Pedalitin could regulate lipid metabolism and attenuate inflammatory factors in a non-alcoholic fatty liver disease cell model

Abstract

Nonalcoholic fatty liver disease (NAFLD) is an escalating global health issue, leading to liver fat accumulation, inflammation, fibrosis, and potential liver failure. In our preliminary network pharmacological study, it was hypothesized that Pedalitin (PED), a flavonoid found in black sesame plants, might exhibit protective effects against NAFLD. However, the effects and mechanisms of PED underlying its action on NAFLD are not yet fully understood.

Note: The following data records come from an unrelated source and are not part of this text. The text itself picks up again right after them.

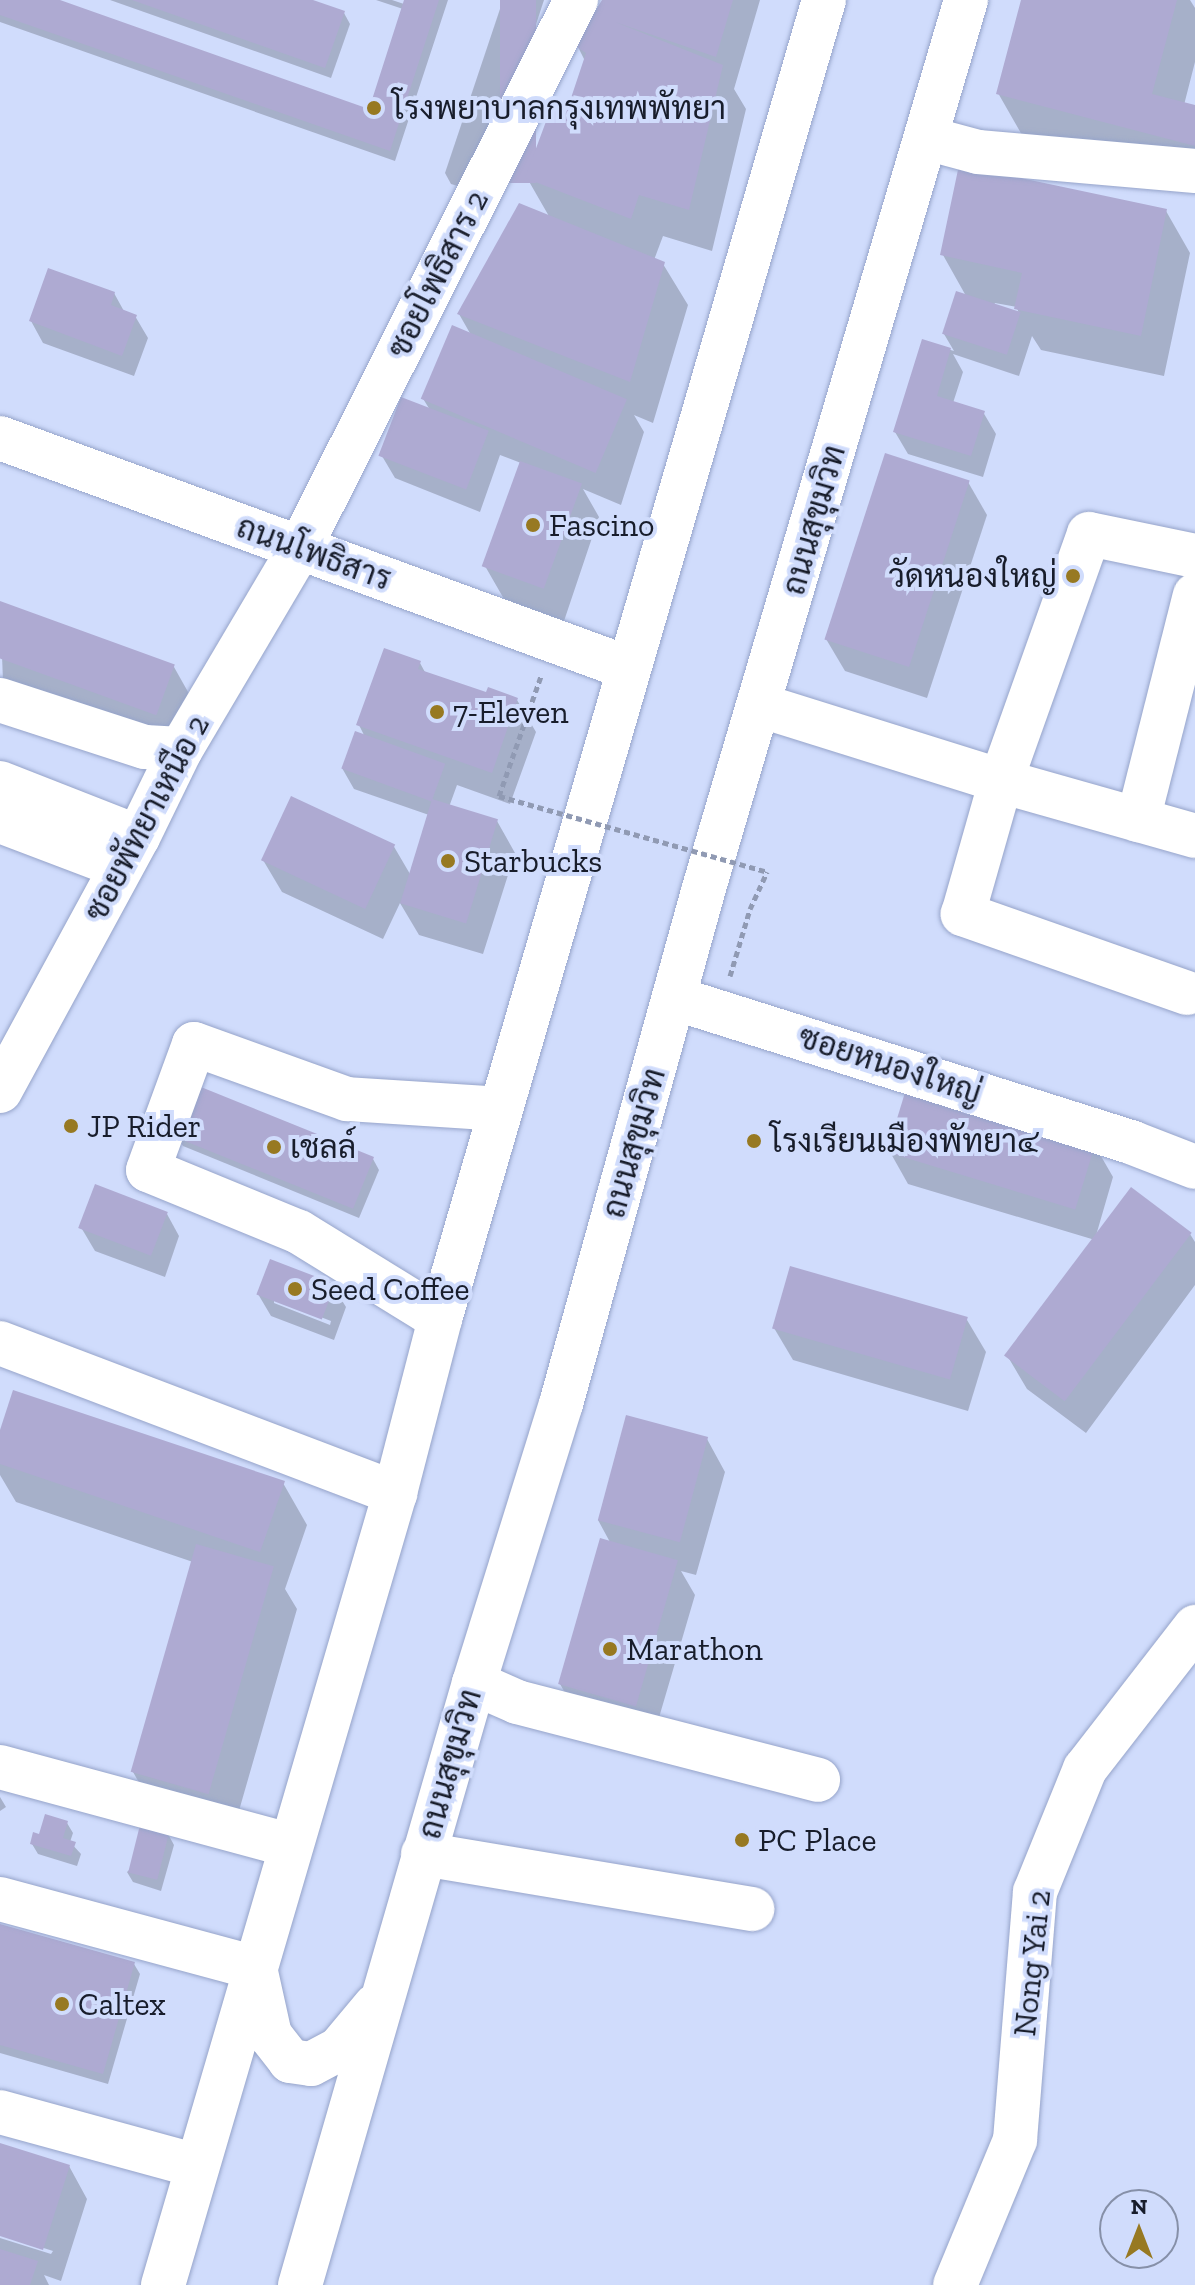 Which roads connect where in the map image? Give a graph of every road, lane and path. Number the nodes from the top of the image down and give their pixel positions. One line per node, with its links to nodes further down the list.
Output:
1 (576, 0): 7 (main road, ซอยโพธิสาร 2)
2 (824, 0): 11 (main road)
3 (966, 0): 4 (main road, ถนนสุขุมวิท)
4 (926, 138): 5 (main road); 13 (main road, ถนนสุขุมวิท)
5 (1195, 171)
6 (0, 438): 7 (main road, ถนนโพธิสาร)
7 (300, 548): 10 (main road, ถนนโพธิสาร); 14 (main road, ซอยพัทยาเหนือ 2)
8 (1195, 556): 15 (main road)
9 (1195, 595): 17 (main road)
10 (554, 641): 11 (main road, ถนนโพธิสาร); 23 (path, bridge)
11 (628, 668): 25 (main road)
12 (0, 700): 14 (main road)
13 (759, 705): 15 (main road); 22 (main road, ถนนสุขุมวิท)
14 (181, 749): 20 (main road, ซอยพัทยาเหนือ 2)
15 (1001, 781): 17 (main road); 21 (main road)
16 (0, 783): 20 (main road)
17 (1138, 820): 19 (main road)
18 (0, 821): 20 (main road)
19 (1195, 836)
20 (130, 852): 24 (main road, ซอยพัทยาเหนือ 2)
21 (1187, 993)
22 (674, 998): 23 (main road, ซอยหนองใหญ่); 31 (main road, ถนนสุขุมวิท)
23 (719, 1012): 26 (main road, ซอยหนองใหญ่)
24 (0, 1091)
25 (500, 1109): 27 (main road); 27 (main road)
26 (1195, 1167)
27 (440, 1319): 29 (main road)
28 (0, 1343): 29 (main road)
29 (395, 1493): 34 (main road)
30 (1195, 1627): 44 (main road, Nong Yai 2)
31 (474, 1683): 33 (main road); 35 (main road, ถนนสุขุมวิท)
32 (0, 1767): 34 (main road)
33 (818, 1780)
34 (290, 1845): 38 (main road)
35 (423, 1854): 37 (main road); 39 (main road, ถนนสุขุมวิท)
36 (0, 1899): 38 (main road)
37 (752, 1909)
38 (255, 1968): 39 (main road); 41 (main road)
39 (382, 1998): 43 (main road, ถนนสุขุมวิท)
40 (0, 2112): 41 (main road)
41 (197, 2166): 42 (main road)
42 (163, 2285)
43 (300, 2285)
44 (955, 2285) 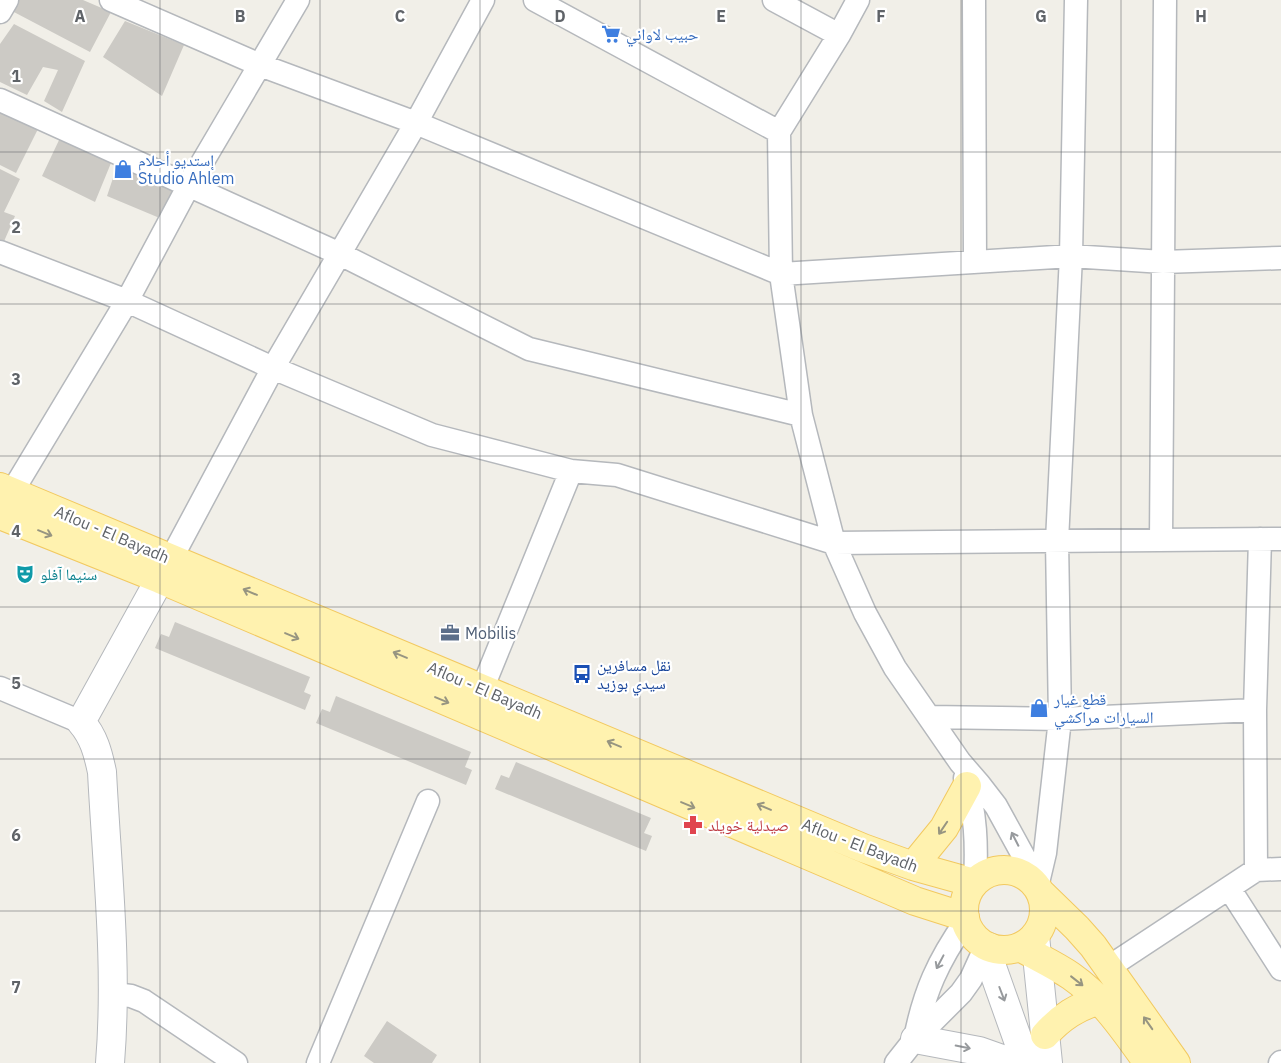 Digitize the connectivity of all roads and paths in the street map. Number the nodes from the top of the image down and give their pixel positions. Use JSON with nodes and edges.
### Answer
{"nodes":[{"id":1,"x":7,"y":0,"type":"edge"},
{"id":2,"x":110,"y":0,"type":"edge"},
{"id":3,"x":298,"y":0,"type":"edge"},
{"id":4,"x":535,"y":0,"type":"edge"},
{"id":5,"x":774,"y":0,"type":"edge"},
{"id":6,"x":858,"y":0,"type":"edge"},
{"id":7,"x":974,"y":0,"type":"edge"},
{"id":8,"x":1076,"y":0,"type":"edge"},
{"id":9,"x":1165,"y":0,"type":"edge"},
{"id":10,"x":476,"y":2,"type":"edge"},
{"id":11,"x":0,"y":12,"type":"edge"},
{"id":12,"x":839,"y":35,"type":"junction"},
{"id":13,"x":260,"y":65,"type":"junction"},
{"id":14,"x":0,"y":100,"type":"edge"},
{"id":15,"x":416,"y":123,"type":"junction"},
{"id":16,"x":779,"y":132,"type":"junction"},
{"id":17,"x":189,"y":185,"type":"junction"},
{"id":18,"x":0,"y":252,"type":"edge"},
{"id":19,"x":340,"y":254,"type":"junction"},
{"id":20,"x":1071,"y":256,"type":"junction"},
{"id":21,"x":1281,"y":258,"type":"edge"},
{"id":22,"x":975,"y":262,"type":"junction"},
{"id":23,"x":1163,"y":262,"type":"junction"},
{"id":24,"x":781,"y":274,"type":"junction"},
{"id":25,"x":126,"y":301,"type":"junction"},
{"id":26,"x":273,"y":368,"type":"junction"},
{"id":27,"x":801,"y":415,"type":"junction"},
{"id":28,"x":571,"y":471,"type":"junction"},
{"id":29,"x":3,"y":507,"type":"edge"},
{"id":30,"x":1271,"y":539,"type":"edge"},
{"id":31,"x":1161,"y":540,"type":"junction"},
{"id":32,"x":1057,"y":541,"type":"junction"},
{"id":33,"x":834,"y":542,"type":"junction"},
{"id":34,"x":165,"y":569,"type":"junction"},
{"id":35,"x":0,"y":688,"type":"edge"},
{"id":36,"x":477,"y":701,"type":"junction"},
{"id":37,"x":1256,"y":710,"type":"junction"},
{"id":38,"x":929,"y":716,"type":"junction"},
{"id":39,"x":1060,"y":719,"type":"junction"},
{"id":40,"x":81,"y":722,"type":"junction"},
{"id":41,"x":658,"y":762,"type":"junction"},
{"id":42,"x":964,"y":774,"type":"junction"},
{"id":43,"x":649,"y":788,"type":"junction"},
{"id":44,"x":428,"y":801,"type":"dead end"},
{"id":45,"x":913,"y":866,"type":"junction"},
{"id":46,"x":1281,"y":869,"type":"edge"},
{"id":47,"x":1256,"y":870,"type":"junction"},
{"id":48,"x":975,"y":883,"type":"junction"},
{"id":49,"x":1038,"y":888,"type":"junction"},
{"id":50,"x":1229,"y":888,"type":"junction"},
{"id":51,"x":965,"y":919,"type":"junction"},
{"id":52,"x":987,"y":947,"type":"junction"},
{"id":53,"x":1031,"y":947,"type":"junction"},
{"id":54,"x":1109,"y":967,"type":"junction"},
{"id":55,"x":1281,"y":969,"type":"edge"},
{"id":56,"x":114,"y":994,"type":"junction"},
{"id":57,"x":1100,"y":1000,"type":"junction"},
{"id":58,"x":1045,"y":1035,"type":"junction"},
{"id":59,"x":915,"y":1039,"type":"junction"},
{"id":60,"x":110,"y":1063,"type":"edge"},
{"id":61,"x":236,"y":1063,"type":"edge"},
{"id":62,"x":318,"y":1063,"type":"edge"},
{"id":63,"x":896,"y":1063,"type":"edge"},
{"id":64,"x":1013,"y":1063,"type":"edge"},
{"id":65,"x":1026,"y":1063,"type":"edge"},
{"id":66,"x":1048,"y":1063,"type":"edge"},
{"id":67,"x":1148,"y":1063,"type":"edge"},
{"id":68,"x":1176,"y":1063,"type":"edge"}],
"edges":[{"from":1,"to":11,"type":"street"},
{"from":2,"to":13,"type":"street"},
{"from":3,"to":13,"type":"street"},
{"from":4,"to":16,"type":"street"},
{"from":5,"to":12,"type":"street"},
{"from":6,"to":12,"type":"street"},
{"from":7,"to":22,"type":"street"},
{"from":8,"to":20,"type":"street"},
{"from":9,"to":23,"type":"street"},
{"from":10,"to":15,"type":"street"},
{"from":12,"to":16,"type":"street"},
{"from":13,"to":15,"type":"street"},
{"from":13,"to":17,"type":"street"},
{"from":14,"to":17,"type":"street"},
{"from":15,"to":19,"type":"street"},
{"from":15,"to":24,"type":"street"},
{"from":16,"to":24,"type":"street"},
{"from":17,"to":19,"type":"street"},
{"from":17,"to":25,"type":"street"},
{"from":18,"to":25,"type":"street"},
{"from":19,"to":26,"type":"street"},
{"from":19,"to":27,"type":"street"},
{"from":20,"to":22,"type":"street"},
{"from":20,"to":23,"type":"street"},
{"from":20,"to":32,"type":"street"},
{"from":21,"to":23,"type":"street"},
{"from":22,"to":24,"type":"street"},
{"from":23,"to":31,"type":"street"},
{"from":24,"to":27,"type":"street"},
{"from":25,"to":26,"type":"street"},
{"from":25,"to":29,"type":"street"},
{"from":26,"to":28,"type":"street"},
{"from":26,"to":34,"type":"street"},
{"from":27,"to":33,"type":"street"},
{"from":28,"to":33,"type":"street"},
{"from":28,"to":36,"type":"street"},
{"from":29,"to":34,"type":"main road","name":"Aflou - El Bayadh"},
{"from":30,"to":31,"type":"street"},
{"from":30,"to":37,"type":"street"},
{"from":31,"to":32,"type":"street"},
{"from":32,"to":33,"type":"street"},
{"from":32,"to":39,"type":"street"},
{"from":33,"to":38,"type":"street"},
{"from":34,"to":36,"type":"main road","name":"Aflou - El Bayadh"},
{"from":34,"to":40,"type":"street"},
{"from":35,"to":40,"type":"street"},
{"from":41,"to":36,"type":"main road","name":"Aflou - El Bayadh","one_way":true},
{"from":36,"to":43,"type":"main road","name":"Aflou - El Bayadh"},
{"from":37,"to":39,"type":"street"},
{"from":37,"to":47,"type":"street"},
{"from":38,"to":39,"type":"street"},
{"from":38,"to":42,"type":"street"},
{"from":39,"to":49,"type":"street"},
{"from":40,"to":56,"type":"street"},
{"from":41,"to":43,"type":"main road"},
{"from":45,"to":41,"type":"main road","name":"Aflou - El Bayadh","one_way":true},
{"from":42,"to":45,"type":"main road","one_way":true},
{"from":42,"to":48,"type":"street"},
{"from":49,"to":42,"type":"street","one_way":true},
{"from":43,"to":51,"type":"main road","name":"Aflou - El Bayadh","one_way":true},
{"from":44,"to":62,"type":"street"},
{"from":45,"to":48,"type":"main road","name":"Aflou - El Bayadh"},
{"from":46,"to":47,"type":"street"},
{"from":47,"to":50,"type":"street"},
{"from":48,"to":49,"type":"main road"},
{"from":48,"to":51,"type":"main road"},
{"from":49,"to":53,"type":"main road"},
{"from":49,"to":54,"type":"main road"},
{"from":50,"to":54,"type":"street"},
{"from":50,"to":55,"type":"street"},
{"from":51,"to":52,"type":"main road"},
{"from":51,"to":59,"type":"street","one_way":true},
{"from":52,"to":53,"type":"main road"},
{"from":52,"to":59,"type":"street"},
{"from":52,"to":65,"type":"street","one_way":true},
{"from":53,"to":57,"type":"main road","one_way":true},
{"from":53,"to":58,"type":"street"},
{"from":68,"to":54,"type":"main road","one_way":true},
{"from":56,"to":60,"type":"street"},
{"from":56,"to":61,"type":"street"},
{"from":57,"to":58,"type":"main road"},
{"from":57,"to":67,"type":"main road"},
{"from":58,"to":66,"type":"street"},
{"from":59,"to":63,"type":"street"},
{"from":59,"to":64,"type":"street","one_way":true}]}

This study aimed to explore the potential effects and mechanisms of PED on NAFLD using a combination of network pharmacology, molecular docking, and the LO2 cell model. Potential targets for PED and NAFLD were predicted through public databases. Protein-protein interaction (PPI) networks were constructed, and Gene Ontology (GO) and Kyoto Encyclopedia of Genes and Genomes (KEGG) analyses were performed. Molecular docking was used to predict the target genes that could bind to PED. In vitro experiments using the LO2 cell model indicated that PED significantly reduced TG level (p ​< ​0.05) and the formation of lipid droplets. The expression levels of key factors in fatty acid metabolism (CPT2, HADH), inflammatory factors (IL-17, TNF-α), and the FOXO signaling pathway (EGFR, IRS1, AKT1, FOXO1) were significantly downregulated in LO2 cells treated with PED (p ​< ​0.05). In conclusion, PED may modulate local lipid metabolism and mitigate inflammatory responses through the FOXO signaling pathway.